KACZOR I DONEK POD JEDNĄ BANDERĄ

Rasputin Rasputin Polityka Obserwuj notkę 6

Naparzali się od lat, nie szczędzili sobie kuksańców i złośliwości, ale wreszcie stoją zjedniczeni pod jedną banderą (a może Banderą?) - banderą ukraińską.

Chociaż "zjednoczenie" to może za dużo powiedziane, bardziej można tu mówić o licytacji, kto bardziej dosra Ruskim, kto mocniej napnie muskuły (wątłe, bo wątłe, ale zawsze) i kto głośniej będzie wygrażał. Ale efekt jest summa summarum taki, że w sprawach rosyjskich Kaczor i Donek mówią jednym głosem. U Kaczora jest to głos zdartej do granic możliwości płyty (to trzeba mu oddać - gość jest konsekwentny), u Donka żarliwy głos neofity, ale brzmienie jest zaskakująco podobne.

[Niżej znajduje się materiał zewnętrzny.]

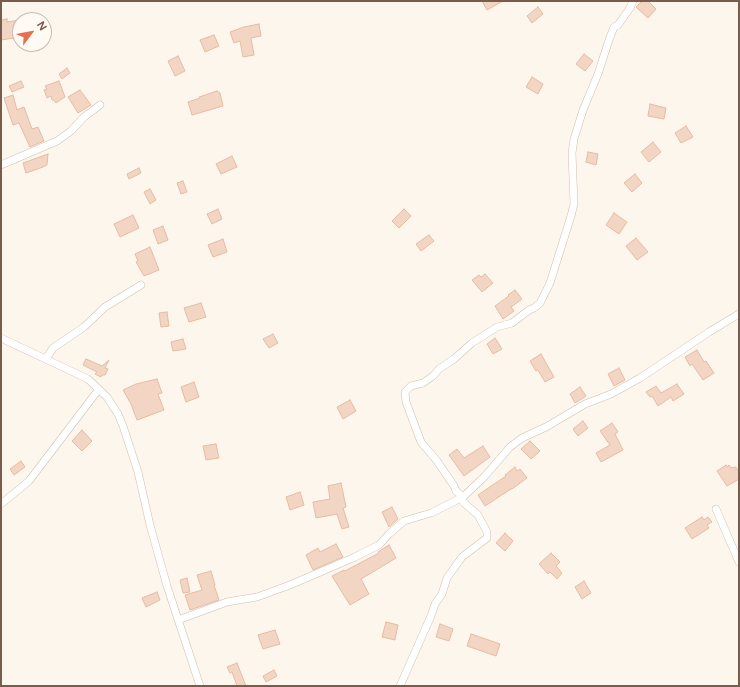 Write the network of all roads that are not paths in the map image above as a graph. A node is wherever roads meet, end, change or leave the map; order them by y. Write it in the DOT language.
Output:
graph roads {
  1 [pos="633,1"];
  2 [pos="100,105"];
  3 [pos="1,165"];
  4 [pos="141,285"];
  5 [pos="739,314"];
  6 [pos="1,338"];
  7 [pos="46,359"];
  8 [pos="99,389"];
  9 [pos="463,497"];
  10 [pos="1,504"];
  11 [pos="716,509"];
  12 [pos="739,562"];
  13 [pos="178,620"];
  14 [pos="200,686"];
  15 [pos="400,686"];
  1 -- 9 [label="street"];
  2 -- 3 [label="street"];
  4 -- 7 [label="street"];
  5 -- 9 [label="street"];
  6 -- 7 [label="street"];
  7 -- 8 [label="street"];
  8 -- 10 [label="street"];
  8 -- 13 [label="street"];
  9 -- 13 [label="street"];
  9 -- 15 [label="street"];
  11 -- 12 [label="street"];
  13 -- 14 [label="street"];
}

To po co było się tak przez lata naparzać? Może gdybyście panowie częściej się tak wspaniale dogadywali w sprawach polskich a nie tylko rosyjskich, to nie mielibyśmy tu w Polsce takiego burdelu, jaki mamy teraz?

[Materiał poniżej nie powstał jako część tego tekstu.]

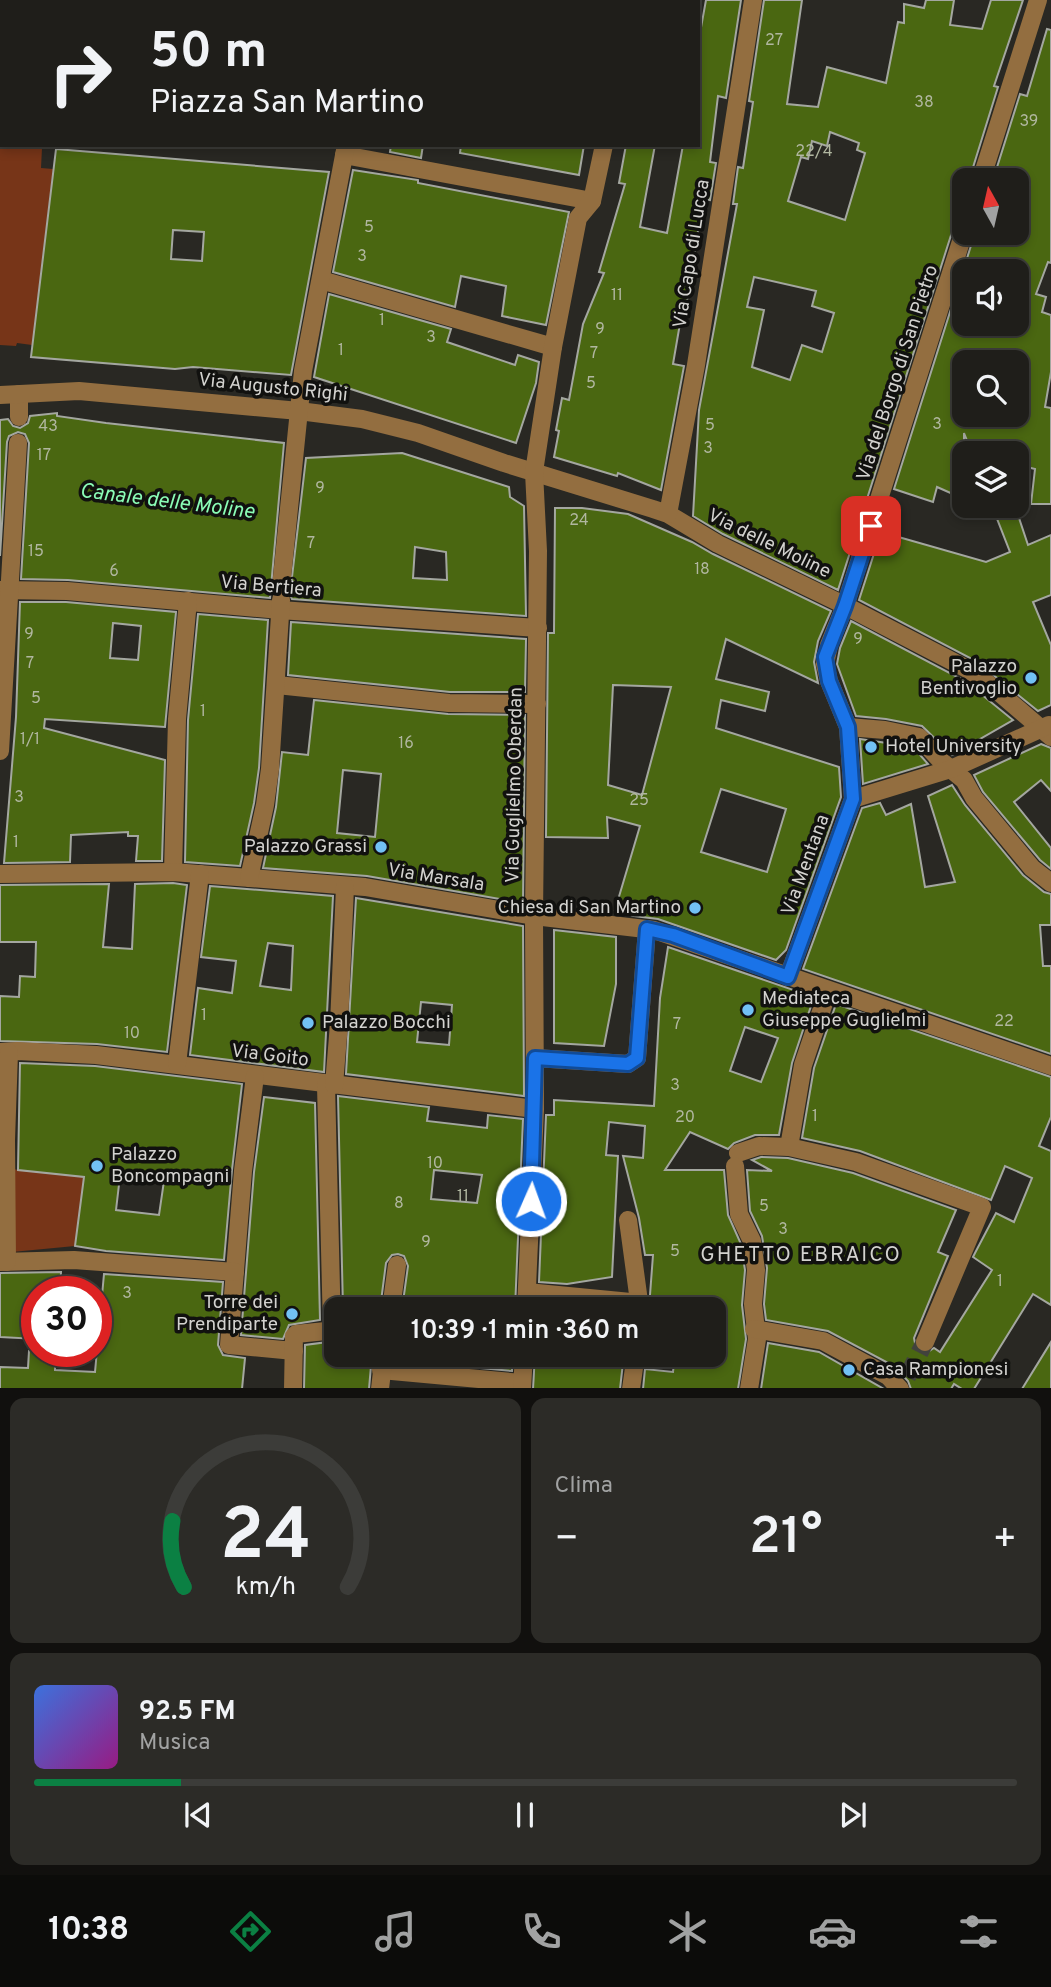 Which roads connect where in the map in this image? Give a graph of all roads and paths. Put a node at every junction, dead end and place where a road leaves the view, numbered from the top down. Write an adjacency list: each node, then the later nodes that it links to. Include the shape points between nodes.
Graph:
1 (753, 0): 16 (street, Via Capo di Lucca)
2 (1038, 0): 5 (street)
3 (604, 147): 6 (street, Via Guglielmo Oberdan)
4 (345, 150): 6 (street); 8 (street)
5 (985, 168)
6 (593, 201): 9 (street, Via Guglielmo Oberdan, via 578,218)
7 (960, 245): 20 (street, Via del Borgo di San Pietro)
8 (321, 280): 9 (street); 12 (street)
9 (553, 347): 15 (street, Via Guglielmo Oberdan)
10 (19, 394): 11 (street, Via Augusto Righi); 12 (street, Via Augusto Righi, via 79,391); 13 (street)
11 (0, 395)
12 (299, 411): 15 (street, Via Augusto Righi, via 390,426); 18 (street)
13 (19, 417)
14 (19, 443): 17 (street)
15 (534, 472): 16 (street, Via delle Moline); 21 (street, Via Guglielmo Oberdan)
16 (668, 514): 20 (street, Via delle Moline, via 718,544)
17 (5, 590): 19 (street, Via Bertiera); 26 (street)
18 (281, 599): 19 (street, Via Bertiera); 21 (street, Via Bertiera); 22 (street)
19 (188, 601): 29 (street, via 177,719)
20 (845, 606): 24 (street, Via Mentana, via 825,664); 25 (street, Via delle Moline, via 971,671)
21 (538, 628): 23 (street, Via Guglielmo Oberdan)
22 (277, 685): 23 (street, via 449,703); 32 (street, via 265,805)
23 (537, 705): 35 (street, Via Guglielmo Oberdan)
24 (848, 727): 27 (street, via 919,737); 28 (street, Via Mentana)
25 (1048, 730): 27 (street)
26 (0, 751)
27 (951, 769): 28 (street); 33 (street, via 1032,868)
28 (853, 799): 37 (street, Via Mentana)
29 (173, 872): 30 (street, Via Marsala); 31 (street, Via Marsala)
30 (0, 874)
31 (200, 874): 32 (street, Via Marsala); 41 (street)
32 (249, 878): 34 (street, Via Marsala)
33 (1051, 883)
34 (345, 887): 35 (street, Via Marsala, via 422,895); 44 (street, via 340,1024)
35 (534, 916): 36 (street, Via Marsala); 40 (street, Via Guglielmo Oberdan)
36 (647, 929): 37 (street, Via Marsala); 40 (street, via 637,1058 628,1064)
37 (788, 977): 38 (street, Via Marsala)
38 (828, 991): 42 (street, Via Marsala); 46 (street, via 803,1065)
39 (5, 1053): 41 (street, Via Goito, via 96,1055); 48 (street)
40 (535, 1058): 45 (street, Via Guglielmo Oberdan)
41 (177, 1064): 43 (street, Via Goito)
42 (1051, 1066)
43 (255, 1076): 44 (street, Via Goito); 50 (street)
44 (330, 1085): 45 (street, Via Goito); 51 (street)
45 (535, 1109): 53 (street, Via Guglielmo Oberdan)
46 (789, 1147): 55 (street, via 759,1146 736,1159 739,1214 752,1241); 57 (street, via 856,1162 982,1207)
47 (628, 1220): 54 (street)
48 (4, 1262): 50 (street, via 74,1260)
49 (397, 1265): 52 (street)
50 (235, 1272): 58 (street, via 229,1345)
51 (333, 1297)
52 (393, 1297)
53 (527, 1297)
54 (640, 1297)
55 (754, 1329): 64 (street, via 823,1342); 69 (street, via 757,1339)
56 (324, 1331): 58 (street, via 296,1334)
57 (925, 1342)
58 (294, 1351): 66 (street)
59 (382, 1367): 67 (street)
60 (394, 1367): 63 (street)
61 (523, 1367): 65 (street)
62 (634, 1367): 68 (street)
63 (426, 1382): 65 (street)
64 (902, 1384)
65 (522, 1386)
66 (293, 1388)
67 (380, 1388)
68 (631, 1388)
69 (749, 1388)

Mamy kraj, z którego uciekają ludzie, zwłaszcza młodzi. Mamy kraj, w którym zniszczono polski handel i przemysł, a to, co zostało, przefrymarczono obcym za bezcen (np. koncesje na wydobycie gazu - zostanie nam gaz z głupków, bo o łupkach zapomijcie). Mamy kraj, w którym nie działa kodeks pracy (dobrze, że jeszcze kodeks karny jakoś działa, chociaż może i on zostanie zignorowany w imię lumpenliberalnej wizji "rozwoju"), w którym pracownicy pozbawieni są jakichkolwiek praw i perspektyw. Nie będę tutaj oceniał, czy winny temu jest Kaczor czy Donek i który z nich w jakim stopniu, w każdym razie mamy tu niezły burdel i trzeba tu posprzątać. To może właśnie na tym warto się skupić, a nie na rosyjsko-ukraińskiej awanturze? Skoro jesteście tak zjednoczeni, to dacie radę. Tylko w imię wyższego dobra zjednoczcie sie chociaż czasem pod polską flagą a nie ukraińską banderą.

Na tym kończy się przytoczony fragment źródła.